I pull on jeans and a faded gray hoodie, grab my wallet and keys, and head for the door. I tell myself I need groceries, but really, I just need to be anywhere but here, trapped with my thoughts of him.
The morning air is crisp, the streets wet from an overnight rain. I pull my hood up and shove my hands in my pockets, walking fast. My breath clouds in front of me as I walk.
Three blocks from my apartment, something shifts in the air. A prickle at the base of my neck. Years of living in constant danger have fine-tuned my senses, and right now, they're screaming.
I'm being followed.
You learn to clock a tail after years of being owned.
I don't turn around. Don't make it obvious I've noticed. Instead, I slow my pace slightly, listening for the footsteps behind me. They adjust, slowing to match. I speed up again. So do they.
My fingers curl around my key ring in my pocket as my heart rate kicks up, but I keep my expression neutral.
There's a grocery store ahead on the corner. I duck inside and grab a basket.
I pretend to browse, placing random items inside: apples, a loaf of bread, a carton of eggs. Through the gaps in the shelving, I watch the door.
He enters after me.
Dark coat. Mid-forties. Something about his eyes. I feel like I know them.
And then it clicks.
Albanian.
Not one I ever treated, but I know his face from a safehouse. The kitchen, maybe. Who knows, but I know I know it.
Why the fuck would he be here?
I move deeper into the store, turning down the cereal aisle, then peek around the end cap.
I catch his face as he scans the store, looking for me.
My fingers grip the phone in my pocket, then hesitate. What am I gonna do? Who am I going to call? Declan?
He wouldn't care.
I force myself to move calmly to the register, paying for my unnecessary groceries with shaking hands. The young cashier bags my items, completely oblivious.
"Is there a back exit?" I ask quietly.
She looks confused but points toward a hallway. "Through there, past the bathrooms. It leads to the alley, but it's kind of gross."
"Thanks," I say, grabbing my bags and heading that way.
The alley is narrow and damp, smelling of urine.
I hide behind a dumpster and wait, keys between my fingers like claws.
I wait.
Ten seconds.
Thirty.
A minute.
Nothing.
No one comes through the door after me.
Maybe I imagined it.
My brain starts thinking it wasn't anyone I've seen before. It's happened, twice.
Maybe I'm still so fucked up I see monsters everywhere, but I'd rather feel paranoid than stupid.

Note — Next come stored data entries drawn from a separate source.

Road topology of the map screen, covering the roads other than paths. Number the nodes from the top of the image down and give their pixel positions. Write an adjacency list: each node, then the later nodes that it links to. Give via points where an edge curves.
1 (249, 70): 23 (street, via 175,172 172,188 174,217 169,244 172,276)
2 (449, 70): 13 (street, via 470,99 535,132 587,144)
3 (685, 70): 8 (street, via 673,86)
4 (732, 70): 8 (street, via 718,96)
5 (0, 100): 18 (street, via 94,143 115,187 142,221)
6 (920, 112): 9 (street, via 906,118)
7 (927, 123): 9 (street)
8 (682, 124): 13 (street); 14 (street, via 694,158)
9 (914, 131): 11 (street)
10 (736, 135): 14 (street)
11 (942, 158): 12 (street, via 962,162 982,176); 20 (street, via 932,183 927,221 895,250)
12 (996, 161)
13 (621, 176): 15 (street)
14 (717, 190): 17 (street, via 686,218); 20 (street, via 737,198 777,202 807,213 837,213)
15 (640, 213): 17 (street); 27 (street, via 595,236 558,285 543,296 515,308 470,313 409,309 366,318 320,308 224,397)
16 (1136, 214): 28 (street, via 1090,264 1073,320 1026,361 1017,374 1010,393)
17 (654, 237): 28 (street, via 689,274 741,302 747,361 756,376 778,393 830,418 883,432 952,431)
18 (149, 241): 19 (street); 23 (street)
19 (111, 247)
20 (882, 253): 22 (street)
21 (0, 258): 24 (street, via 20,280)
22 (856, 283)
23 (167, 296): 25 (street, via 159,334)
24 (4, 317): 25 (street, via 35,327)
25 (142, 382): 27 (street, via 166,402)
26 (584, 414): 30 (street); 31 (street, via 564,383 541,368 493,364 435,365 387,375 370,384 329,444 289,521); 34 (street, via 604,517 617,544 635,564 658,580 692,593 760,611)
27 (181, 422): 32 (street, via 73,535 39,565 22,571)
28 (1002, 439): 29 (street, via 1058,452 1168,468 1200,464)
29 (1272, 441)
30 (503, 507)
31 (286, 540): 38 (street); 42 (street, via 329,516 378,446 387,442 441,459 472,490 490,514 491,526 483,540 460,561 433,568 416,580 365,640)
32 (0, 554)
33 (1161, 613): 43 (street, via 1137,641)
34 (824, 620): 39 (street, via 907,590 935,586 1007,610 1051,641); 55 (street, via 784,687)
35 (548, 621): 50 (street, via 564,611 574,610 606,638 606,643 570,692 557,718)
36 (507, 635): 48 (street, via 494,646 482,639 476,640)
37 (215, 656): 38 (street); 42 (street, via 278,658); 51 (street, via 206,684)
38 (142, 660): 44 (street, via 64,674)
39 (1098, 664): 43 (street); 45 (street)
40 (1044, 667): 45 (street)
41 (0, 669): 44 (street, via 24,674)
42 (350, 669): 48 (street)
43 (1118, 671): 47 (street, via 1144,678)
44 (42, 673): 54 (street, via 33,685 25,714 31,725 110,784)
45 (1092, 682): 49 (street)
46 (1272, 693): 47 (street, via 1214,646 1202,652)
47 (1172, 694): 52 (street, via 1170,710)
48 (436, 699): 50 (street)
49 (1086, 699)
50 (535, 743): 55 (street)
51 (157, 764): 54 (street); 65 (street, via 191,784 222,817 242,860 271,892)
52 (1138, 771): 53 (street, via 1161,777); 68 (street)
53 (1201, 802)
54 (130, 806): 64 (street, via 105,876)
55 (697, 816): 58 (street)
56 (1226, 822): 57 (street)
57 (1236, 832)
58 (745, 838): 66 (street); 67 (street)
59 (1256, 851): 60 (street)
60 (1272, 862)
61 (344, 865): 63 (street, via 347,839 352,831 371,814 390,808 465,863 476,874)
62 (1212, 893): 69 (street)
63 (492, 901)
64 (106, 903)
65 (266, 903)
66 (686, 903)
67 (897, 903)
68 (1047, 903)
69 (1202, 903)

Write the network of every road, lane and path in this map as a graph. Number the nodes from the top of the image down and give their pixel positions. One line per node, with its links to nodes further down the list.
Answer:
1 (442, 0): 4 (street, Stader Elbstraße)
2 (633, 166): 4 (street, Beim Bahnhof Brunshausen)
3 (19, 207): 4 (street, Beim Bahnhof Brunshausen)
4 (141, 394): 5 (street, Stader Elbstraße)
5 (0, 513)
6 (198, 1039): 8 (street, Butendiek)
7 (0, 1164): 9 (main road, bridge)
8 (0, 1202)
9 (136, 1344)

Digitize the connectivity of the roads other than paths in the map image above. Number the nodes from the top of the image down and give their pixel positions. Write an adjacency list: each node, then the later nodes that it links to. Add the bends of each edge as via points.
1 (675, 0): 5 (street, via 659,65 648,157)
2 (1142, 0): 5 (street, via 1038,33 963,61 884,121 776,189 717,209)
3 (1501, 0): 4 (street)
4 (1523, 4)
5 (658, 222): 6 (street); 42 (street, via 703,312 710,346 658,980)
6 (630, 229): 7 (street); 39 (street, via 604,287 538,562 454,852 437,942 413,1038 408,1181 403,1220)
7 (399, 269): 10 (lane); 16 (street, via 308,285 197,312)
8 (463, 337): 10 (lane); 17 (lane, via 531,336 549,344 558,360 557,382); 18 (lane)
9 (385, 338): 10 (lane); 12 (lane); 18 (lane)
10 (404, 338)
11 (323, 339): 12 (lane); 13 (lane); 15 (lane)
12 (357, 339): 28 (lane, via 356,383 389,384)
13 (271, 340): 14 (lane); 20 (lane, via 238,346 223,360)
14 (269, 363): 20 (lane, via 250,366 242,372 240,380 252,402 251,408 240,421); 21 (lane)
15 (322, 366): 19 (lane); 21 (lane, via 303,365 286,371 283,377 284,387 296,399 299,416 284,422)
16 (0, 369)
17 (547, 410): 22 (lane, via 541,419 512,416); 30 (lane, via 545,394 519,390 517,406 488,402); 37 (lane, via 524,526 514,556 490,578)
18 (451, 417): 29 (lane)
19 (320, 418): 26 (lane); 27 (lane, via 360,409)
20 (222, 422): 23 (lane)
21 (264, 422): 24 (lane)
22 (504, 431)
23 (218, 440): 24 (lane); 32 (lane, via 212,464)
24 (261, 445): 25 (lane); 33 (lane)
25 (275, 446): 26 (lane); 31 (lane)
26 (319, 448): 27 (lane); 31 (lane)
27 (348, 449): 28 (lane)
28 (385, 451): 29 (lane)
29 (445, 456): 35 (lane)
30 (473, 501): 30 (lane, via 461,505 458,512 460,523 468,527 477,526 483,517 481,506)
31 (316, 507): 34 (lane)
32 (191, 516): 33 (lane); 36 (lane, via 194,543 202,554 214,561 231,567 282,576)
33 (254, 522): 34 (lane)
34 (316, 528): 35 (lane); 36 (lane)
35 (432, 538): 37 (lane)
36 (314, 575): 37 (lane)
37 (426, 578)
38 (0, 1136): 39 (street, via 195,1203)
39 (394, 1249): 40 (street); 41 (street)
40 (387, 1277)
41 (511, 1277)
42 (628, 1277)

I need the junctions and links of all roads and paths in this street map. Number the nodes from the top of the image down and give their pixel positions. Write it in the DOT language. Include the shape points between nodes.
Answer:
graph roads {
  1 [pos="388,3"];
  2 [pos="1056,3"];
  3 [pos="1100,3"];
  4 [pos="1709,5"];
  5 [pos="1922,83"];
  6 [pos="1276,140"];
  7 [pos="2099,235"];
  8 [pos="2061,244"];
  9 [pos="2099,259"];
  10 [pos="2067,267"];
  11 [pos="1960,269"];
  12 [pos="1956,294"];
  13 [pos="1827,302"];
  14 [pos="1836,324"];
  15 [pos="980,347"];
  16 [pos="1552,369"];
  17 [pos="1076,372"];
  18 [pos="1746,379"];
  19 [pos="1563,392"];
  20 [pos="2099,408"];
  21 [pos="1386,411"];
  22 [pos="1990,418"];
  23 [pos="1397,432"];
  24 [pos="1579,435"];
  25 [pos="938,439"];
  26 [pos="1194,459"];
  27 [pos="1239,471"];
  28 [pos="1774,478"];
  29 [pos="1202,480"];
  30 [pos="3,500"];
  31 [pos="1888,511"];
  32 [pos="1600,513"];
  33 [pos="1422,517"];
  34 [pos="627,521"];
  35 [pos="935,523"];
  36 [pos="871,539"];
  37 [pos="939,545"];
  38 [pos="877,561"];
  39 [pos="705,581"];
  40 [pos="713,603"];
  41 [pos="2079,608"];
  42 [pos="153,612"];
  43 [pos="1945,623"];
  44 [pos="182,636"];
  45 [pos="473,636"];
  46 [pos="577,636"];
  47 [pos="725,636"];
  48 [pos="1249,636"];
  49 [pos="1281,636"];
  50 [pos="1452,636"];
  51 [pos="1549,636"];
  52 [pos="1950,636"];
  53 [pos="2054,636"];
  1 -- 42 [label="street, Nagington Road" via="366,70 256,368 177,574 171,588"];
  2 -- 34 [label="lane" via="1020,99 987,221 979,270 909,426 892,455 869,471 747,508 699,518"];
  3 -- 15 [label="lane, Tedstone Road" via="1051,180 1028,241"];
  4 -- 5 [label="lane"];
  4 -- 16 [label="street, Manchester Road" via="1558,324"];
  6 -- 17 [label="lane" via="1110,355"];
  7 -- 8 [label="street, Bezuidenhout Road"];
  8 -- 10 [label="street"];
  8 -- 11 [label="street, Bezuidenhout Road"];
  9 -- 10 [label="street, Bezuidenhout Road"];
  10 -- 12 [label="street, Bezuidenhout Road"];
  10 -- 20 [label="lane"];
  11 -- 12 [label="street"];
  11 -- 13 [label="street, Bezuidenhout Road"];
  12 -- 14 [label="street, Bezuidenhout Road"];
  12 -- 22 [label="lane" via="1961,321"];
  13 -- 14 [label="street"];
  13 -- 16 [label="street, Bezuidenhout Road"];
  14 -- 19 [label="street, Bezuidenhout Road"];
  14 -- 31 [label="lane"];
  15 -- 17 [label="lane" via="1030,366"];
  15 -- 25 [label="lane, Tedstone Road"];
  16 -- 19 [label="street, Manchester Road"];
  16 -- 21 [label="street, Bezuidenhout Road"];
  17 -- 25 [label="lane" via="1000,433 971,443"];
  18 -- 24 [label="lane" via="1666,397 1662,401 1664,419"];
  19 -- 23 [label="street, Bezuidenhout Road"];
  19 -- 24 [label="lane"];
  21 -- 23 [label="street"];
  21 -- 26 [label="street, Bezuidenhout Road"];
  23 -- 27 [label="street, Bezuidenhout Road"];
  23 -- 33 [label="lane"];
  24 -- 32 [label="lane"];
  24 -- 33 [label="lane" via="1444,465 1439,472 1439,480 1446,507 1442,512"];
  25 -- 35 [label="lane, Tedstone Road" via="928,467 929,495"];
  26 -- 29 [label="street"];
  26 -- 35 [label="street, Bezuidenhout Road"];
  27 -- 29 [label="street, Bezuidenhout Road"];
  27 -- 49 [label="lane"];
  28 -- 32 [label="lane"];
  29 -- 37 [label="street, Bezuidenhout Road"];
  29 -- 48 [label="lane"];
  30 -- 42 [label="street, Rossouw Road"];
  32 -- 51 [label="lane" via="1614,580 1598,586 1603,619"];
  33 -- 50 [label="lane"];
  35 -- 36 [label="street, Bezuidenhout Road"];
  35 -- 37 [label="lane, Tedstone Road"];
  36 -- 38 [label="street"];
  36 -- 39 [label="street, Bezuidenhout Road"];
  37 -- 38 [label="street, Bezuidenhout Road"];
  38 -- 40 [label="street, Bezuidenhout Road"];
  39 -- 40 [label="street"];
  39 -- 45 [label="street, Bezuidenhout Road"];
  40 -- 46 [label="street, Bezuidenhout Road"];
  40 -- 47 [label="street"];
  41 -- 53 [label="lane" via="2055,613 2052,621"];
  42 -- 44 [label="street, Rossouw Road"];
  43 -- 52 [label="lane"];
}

I hurry home, taking a winding route, doubling back twice to make sure I'm not being followed. By the time I reach my building, I've convinced myself it was just my mind playing tricks. Lack of sleep. Stress. The old fears. Still, my heart won't slow down.
I round the corner to my hallway, keys still in hand, and freeze.
Declan.
He's leaning against my door, arms crossed over his chest, his black jacket still damp from the weather outside. His face is firm, but his eyes burn when they meet mine.
"Seriously?" I say, moving forward again, refusing to show how he startled me.
"You didn't answer," he says, moving away from my door. "Figured maybe you forgot who pays you."
I walk past him, close enough that my shoulder brushes against him, and jam my key into the lock.
"Who paid me, remember? I'm done," I say, pushing the door open. "Now, I'm just ignoring you."
I try to slam the door in his face, but his foot shoots out, catching it before it closes. He shoves it open, and I stumble back a step.
"Get the fuck out of my space," I say, grocery bags still dangling from my arm.
"Not until we talk," he says, stepping inside and closing the door behind him.
He walks up to me and takes my bags from me and drops them on the counter and turns to face me.
I cross my arms over my chest, not wanting to read too much into that gesture.
He doesn't move, just stands there, watching me with that penetrating gaze.
I hate that look. Hate how calm he is while I'm spiraling. Like he’s about to just casually ask me, ‘so honey what’s for dinner?’
"What do you really want?" I demand.
He hesitates, his eyes shifting, looking me up and down.
"I wanted to make sure something didn't happen to you," he says with those lustful eyes.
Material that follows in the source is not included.